#### SOURCE MATERIAL ####

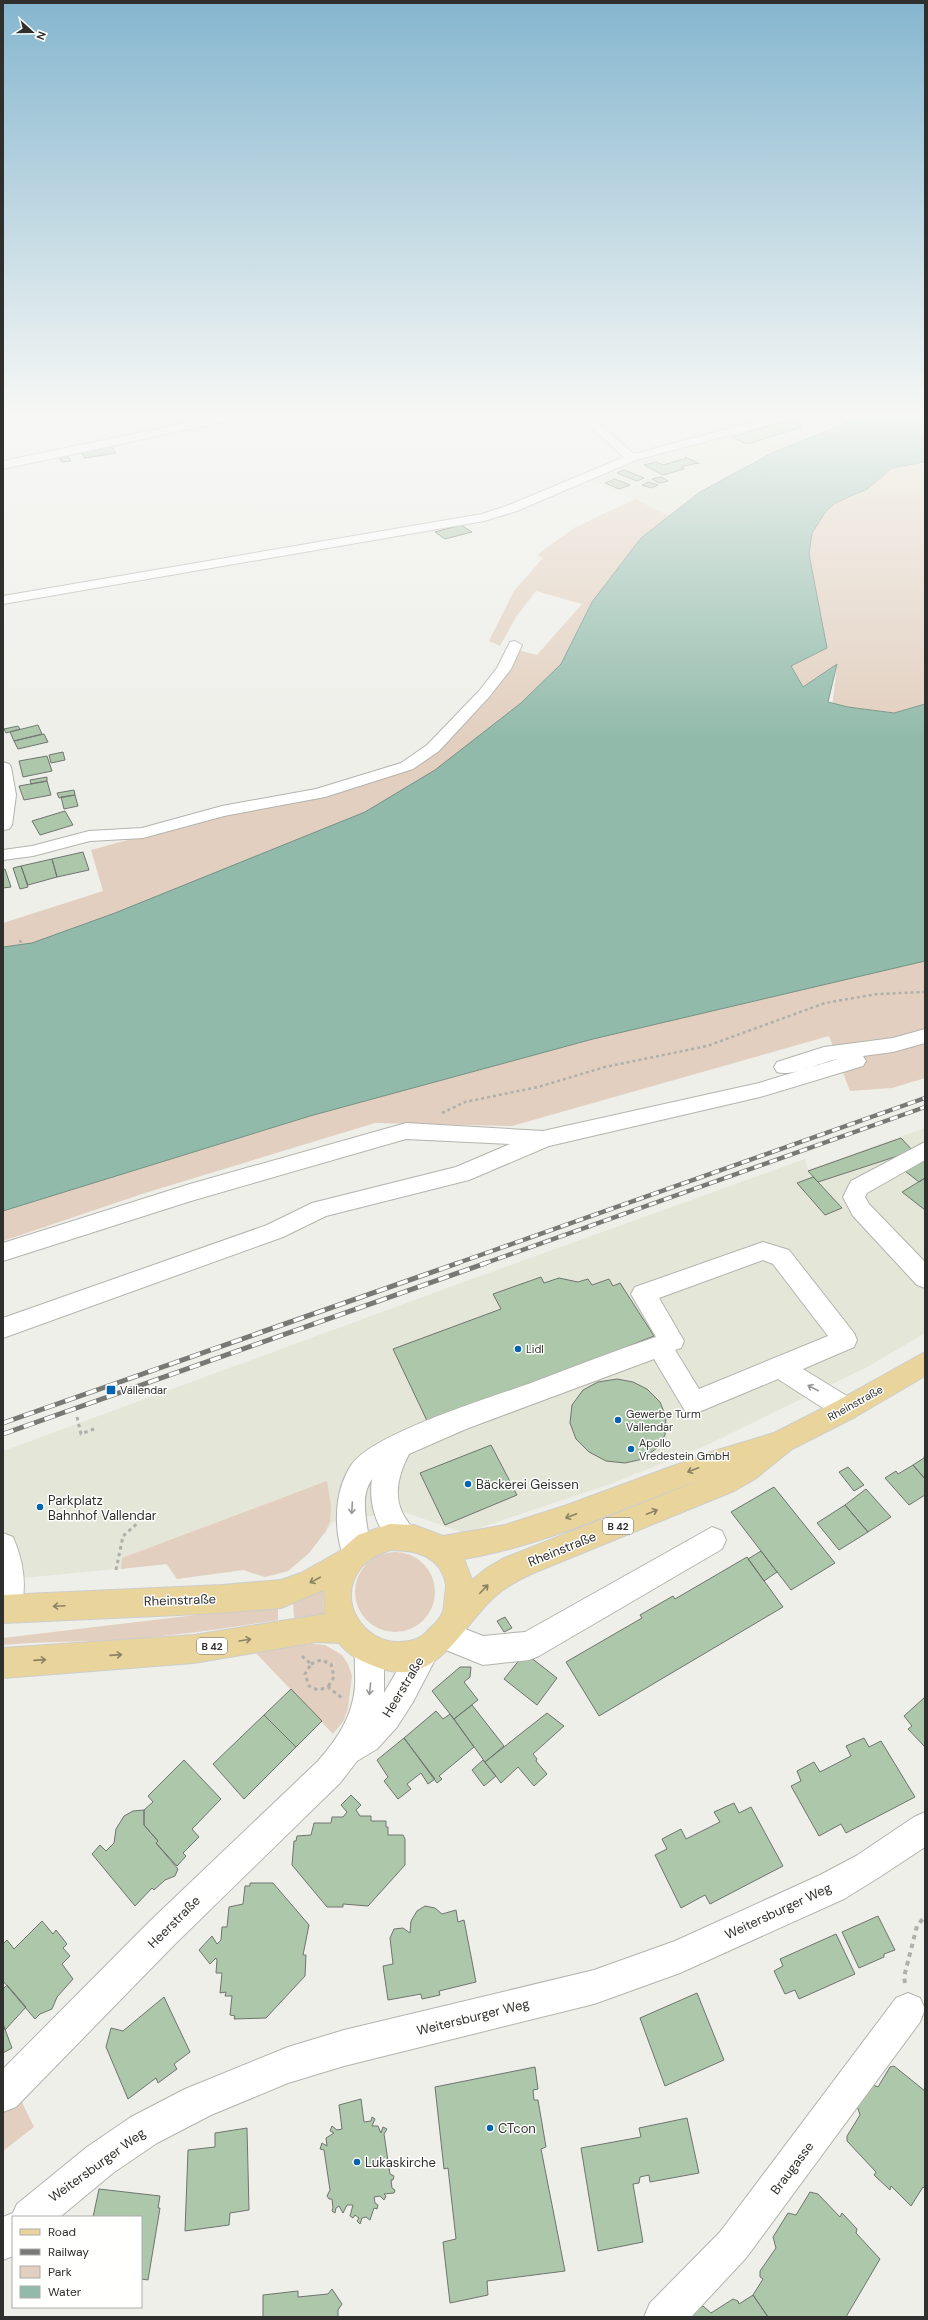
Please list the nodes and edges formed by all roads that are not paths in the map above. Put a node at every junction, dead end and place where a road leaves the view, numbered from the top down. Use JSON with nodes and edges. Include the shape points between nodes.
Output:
{"nodes":[{"id":1,"x":448,"y":523,"type":"edge"},
{"id":2,"x":3,"y":600,"type":"edge"},
{"id":3,"x":514,"y":645,"type":"dead end"},
{"id":4,"x":3,"y":767,"type":"edge"},
{"id":5,"x":3,"y":825,"type":"edge"},
{"id":6,"x":3,"y":855,"type":"edge"},
{"id":7,"x":925,"y":1036,"type":"edge"},
{"id":8,"x":856,"y":1061,"type":"dead end"},
{"id":9,"x":760,"y":1090,"type":"junction"},
{"id":10,"x":544,"y":1139,"type":"junction"},
{"id":11,"x":925,"y":1150,"type":"edge"},
{"id":12,"x":3,"y":1252,"type":"edge"},
{"id":13,"x":925,"y":1278,"type":"edge"},
{"id":14,"x":3,"y":1328,"type":"edge"},
{"id":15,"x":672,"y":1341,"type":"dead end"},
{"id":16,"x":925,"y":1363,"type":"edge"},
{"id":17,"x":780,"y":1367,"type":"junction"},
{"id":18,"x":846,"y":1409,"type":"junction"},
{"id":19,"x":783,"y":1441,"type":"junction"},
{"id":20,"x":400,"y":1446,"type":"junction"},
{"id":21,"x":403,"y":1536,"type":"junction"},
{"id":22,"x":712,"y":1540,"type":"dead end"},
{"id":23,"x":3,"y":1546,"type":"edge"},
{"id":24,"x":440,"y":1549,"type":"junction"},
{"id":25,"x":352,"y":1558,"type":"junction"},
{"id":26,"x":5,"y":1608,"type":"edge"},
{"id":27,"x":345,"y":1629,"type":"junction"},
{"id":28,"x":442,"y":1635,"type":"junction"},
{"id":29,"x":369,"y":1650,"type":"junction"},
{"id":30,"x":3,"y":1663,"type":"edge"},
{"id":31,"x":347,"y":1752,"type":"junction"},
{"id":32,"x":925,"y":1828,"type":"edge"},
{"id":33,"x":908,"y":2010,"type":"road end"},
{"id":34,"x":3,"y":2094,"type":"edge"},
{"id":35,"x":31,"y":2216,"type":"edge"},
{"id":36,"x":12,"y":2233,"type":"edge"},
{"id":37,"x":3,"y":2241,"type":"edge"},
{"id":38,"x":664,"y":2317,"type":"edge"}],
"edges":[{"from":1,"to":2,"type":"street"},
{"from":3,"to":6,"type":"street","via":[[504,669],[484,694],[433,748],[407,766],[319,793],[222,812],[144,833],[89,836],[33,851]]},
{"from":4,"to":5,"type":"street","via":[[8,795]]},
{"from":7,"to":9,"type":"street","via":[[893,1045],[824,1054],[772,1071]]},
{"from":8,"to":9,"type":"street"},
{"from":9,"to":10,"type":"street"},
{"from":10,"to":12,"type":"street","via":[[406,1131],[190,1192]]},
{"from":10,"to":14,"type":"street","via":[[461,1174],[320,1209],[275,1231]]},
{"from":11,"to":13,"type":"street","via":[[859,1187],[854,1197],[861,1210]]},
{"from":15,"to":17,"type":"street","via":[[643,1294],[763,1252],[781,1257],[845,1340]]},
{"from":16,"to":18,"type":"main road","name":"Rheinstraße","number":"B 42"},
{"from":18,"to":17,"type":"street","one_way":true},
{"from":17,"to":20,"type":"street","via":[[694,1403],[659,1346]]},
{"from":18,"to":19,"type":"main road","name":"Rheinstraße","number":"B 42"},
{"from":19,"to":24,"type":"main road","name":"Rheinstraße","number":"B 42","one_way":true,"via":[[713,1462],[523,1534],[483,1544]]},
{"from":28,"to":19,"type":"main road","name":"Rheinstraße","number":"B 42","one_way":true,"via":[[499,1575],[725,1482],[746,1471]]},
{"from":20,"to":21,"type":"street","via":[[389,1469],[384,1489],[389,1518]]},
{"from":20,"to":25,"type":"street","one_way":true,"via":[[368,1464],[357,1481],[351,1507]]},
{"from":21,"to":24,"type":"main road","name":"Rheinstraße","via":[[428,1542]]},
{"from":21,"to":25,"type":"main road","name":"Rheinstraße","via":[[378,1540]]},
{"from":22,"to":28,"type":"street","via":[[529,1646],[483,1651]]},
{"from":23,"to":26,"type":"street","via":[[11,1579]]},
{"from":24,"to":28,"type":"main road","name":"Rheinstraße","via":[[454,1566],[462,1587],[461,1602]]},
{"from":25,"to":26,"type":"main road","name":"Rheinstraße","one_way":true,"via":[[310,1583],[281,1594],[222,1599]]},
{"from":25,"to":27,"type":"main road","name":"Rheinstraße","via":[[340,1577],[336,1595],[338,1612]]},
{"from":27,"to":29,"type":"main road","name":"Rheinstraße","via":[[354,1641]]},
{"from":30,"to":27,"type":"main road","number":"B 42","one_way":true,"via":[[194,1648],[316,1628]]},
{"from":28,"to":29,"type":"main road","name":"Rheinstraße","via":[[398,1657]]},
{"from":28,"to":31,"type":"street","name":"Heerstraße","via":[[388,1714],[366,1740]]},
{"from":29,"to":31,"type":"street","name":"Heerstraße","one_way":true,"via":[[371,1676],[366,1714]]},
{"from":31,"to":34,"type":"street","name":"Heerstraße","via":[[162,1933]]},
{"from":32,"to":35,"type":"street","name":"Weitersburger Weg","via":[[832,1887],[680,1956],[594,1988],[344,2048],[288,2065],[198,2102],[144,2130],[100,2160]]},
{"from":33,"to":38,"type":"street","name":"Braugasse","via":[[733,2245]]},
{"from":36,"to":37,"type":"street"}]}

####

REQUIRED WORK ->
Print out each record exactly as shown, but keep the pictures out.

SOLVED EXERCISE ->
Please list the nodes and edges formed by all roads that are not paths in the map above. Put a node at every junction, dead end and place where a road leaves the view, numbered from the top down. Use JSON with nodes and edges. Include the shape points between nodes.
Output:
{"nodes":[{"id":1,"x":448,"y":523,"type":"edge"},
{"id":2,"x":3,"y":600,"type":"edge"},
{"id":3,"x":514,"y":645,"type":"dead end"},
{"id":4,"x":3,"y":767,"type":"edge"},
{"id":5,"x":3,"y":825,"type":"edge"},
{"id":6,"x":3,"y":855,"type":"edge"},
{"id":7,"x":925,"y":1036,"type":"edge"},
{"id":8,"x":856,"y":1061,"type":"dead end"},
{"id":9,"x":760,"y":1090,"type":"junction"},
{"id":10,"x":544,"y":1139,"type":"junction"},
{"id":11,"x":925,"y":1150,"type":"edge"},
{"id":12,"x":3,"y":1252,"type":"edge"},
{"id":13,"x":925,"y":1278,"type":"edge"},
{"id":14,"x":3,"y":1328,"type":"edge"},
{"id":15,"x":672,"y":1341,"type":"dead end"},
{"id":16,"x":925,"y":1363,"type":"edge"},
{"id":17,"x":780,"y":1367,"type":"junction"},
{"id":18,"x":846,"y":1409,"type":"junction"},
{"id":19,"x":783,"y":1441,"type":"junction"},
{"id":20,"x":400,"y":1446,"type":"junction"},
{"id":21,"x":403,"y":1536,"type":"junction"},
{"id":22,"x":712,"y":1540,"type":"dead end"},
{"id":23,"x":3,"y":1546,"type":"edge"},
{"id":24,"x":440,"y":1549,"type":"junction"},
{"id":25,"x":352,"y":1558,"type":"junction"},
{"id":26,"x":5,"y":1608,"type":"edge"},
{"id":27,"x":345,"y":1629,"type":"junction"},
{"id":28,"x":442,"y":1635,"type":"junction"},
{"id":29,"x":369,"y":1650,"type":"junction"},
{"id":30,"x":3,"y":1663,"type":"edge"},
{"id":31,"x":347,"y":1752,"type":"junction"},
{"id":32,"x":925,"y":1828,"type":"edge"},
{"id":33,"x":908,"y":2010,"type":"road end"},
{"id":34,"x":3,"y":2094,"type":"edge"},
{"id":35,"x":31,"y":2216,"type":"edge"},
{"id":36,"x":12,"y":2233,"type":"edge"},
{"id":37,"x":3,"y":2241,"type":"edge"},
{"id":38,"x":664,"y":2317,"type":"edge"}],
"edges":[{"from":1,"to":2,"type":"street"},
{"from":3,"to":6,"type":"street","via":[[504,669],[484,694],[433,748],[407,766],[319,793],[222,812],[144,833],[89,836],[33,851]]},
{"from":4,"to":5,"type":"street","via":[[8,795]]},
{"from":7,"to":9,"type":"street","via":[[893,1045],[824,1054],[772,1071]]},
{"from":8,"to":9,"type":"street"},
{"from":9,"to":10,"type":"street"},
{"from":10,"to":12,"type":"street","via":[[406,1131],[190,1192]]},
{"from":10,"to":14,"type":"street","via":[[461,1174],[320,1209],[275,1231]]},
{"from":11,"to":13,"type":"street","via":[[859,1187],[854,1197],[861,1210]]},
{"from":15,"to":17,"type":"street","via":[[643,1294],[763,1252],[781,1257],[845,1340]]},
{"from":16,"to":18,"type":"main road","name":"Rheinstraße","number":"B 42"},
{"from":18,"to":17,"type":"street","one_way":true},
{"from":17,"to":20,"type":"street","via":[[694,1403],[659,1346]]},
{"from":18,"to":19,"type":"main road","name":"Rheinstraße","number":"B 42"},
{"from":19,"to":24,"type":"main road","name":"Rheinstraße","number":"B 42","one_way":true,"via":[[713,1462],[523,1534],[483,1544]]},
{"from":28,"to":19,"type":"main road","name":"Rheinstraße","number":"B 42","one_way":true,"via":[[499,1575],[725,1482],[746,1471]]},
{"from":20,"to":21,"type":"street","via":[[389,1469],[384,1489],[389,1518]]},
{"from":20,"to":25,"type":"street","one_way":true,"via":[[368,1464],[357,1481],[351,1507]]},
{"from":21,"to":24,"type":"main road","name":"Rheinstraße","via":[[428,1542]]},
{"from":21,"to":25,"type":"main road","name":"Rheinstraße","via":[[378,1540]]},
{"from":22,"to":28,"type":"street","via":[[529,1646],[483,1651]]},
{"from":23,"to":26,"type":"street","via":[[11,1579]]},
{"from":24,"to":28,"type":"main road","name":"Rheinstraße","via":[[454,1566],[462,1587],[461,1602]]},
{"from":25,"to":26,"type":"main road","name":"Rheinstraße","one_way":true,"via":[[310,1583],[281,1594],[222,1599]]},
{"from":25,"to":27,"type":"main road","name":"Rheinstraße","via":[[340,1577],[336,1595],[338,1612]]},
{"from":27,"to":29,"type":"main road","name":"Rheinstraße","via":[[354,1641]]},
{"from":30,"to":27,"type":"main road","number":"B 42","one_way":true,"via":[[194,1648],[316,1628]]},
{"from":28,"to":29,"type":"main road","name":"Rheinstraße","via":[[398,1657]]},
{"from":28,"to":31,"type":"street","name":"Heerstraße","via":[[388,1714],[366,1740]]},
{"from":29,"to":31,"type":"street","name":"Heerstraße","one_way":true,"via":[[371,1676],[366,1714]]},
{"from":31,"to":34,"type":"street","name":"Heerstraße","via":[[162,1933]]},
{"from":32,"to":35,"type":"street","name":"Weitersburger Weg","via":[[832,1887],[680,1956],[594,1988],[344,2048],[288,2065],[198,2102],[144,2130],[100,2160]]},
{"from":33,"to":38,"type":"street","name":"Braugasse","via":[[733,2245]]},
{"from":36,"to":37,"type":"street"}]}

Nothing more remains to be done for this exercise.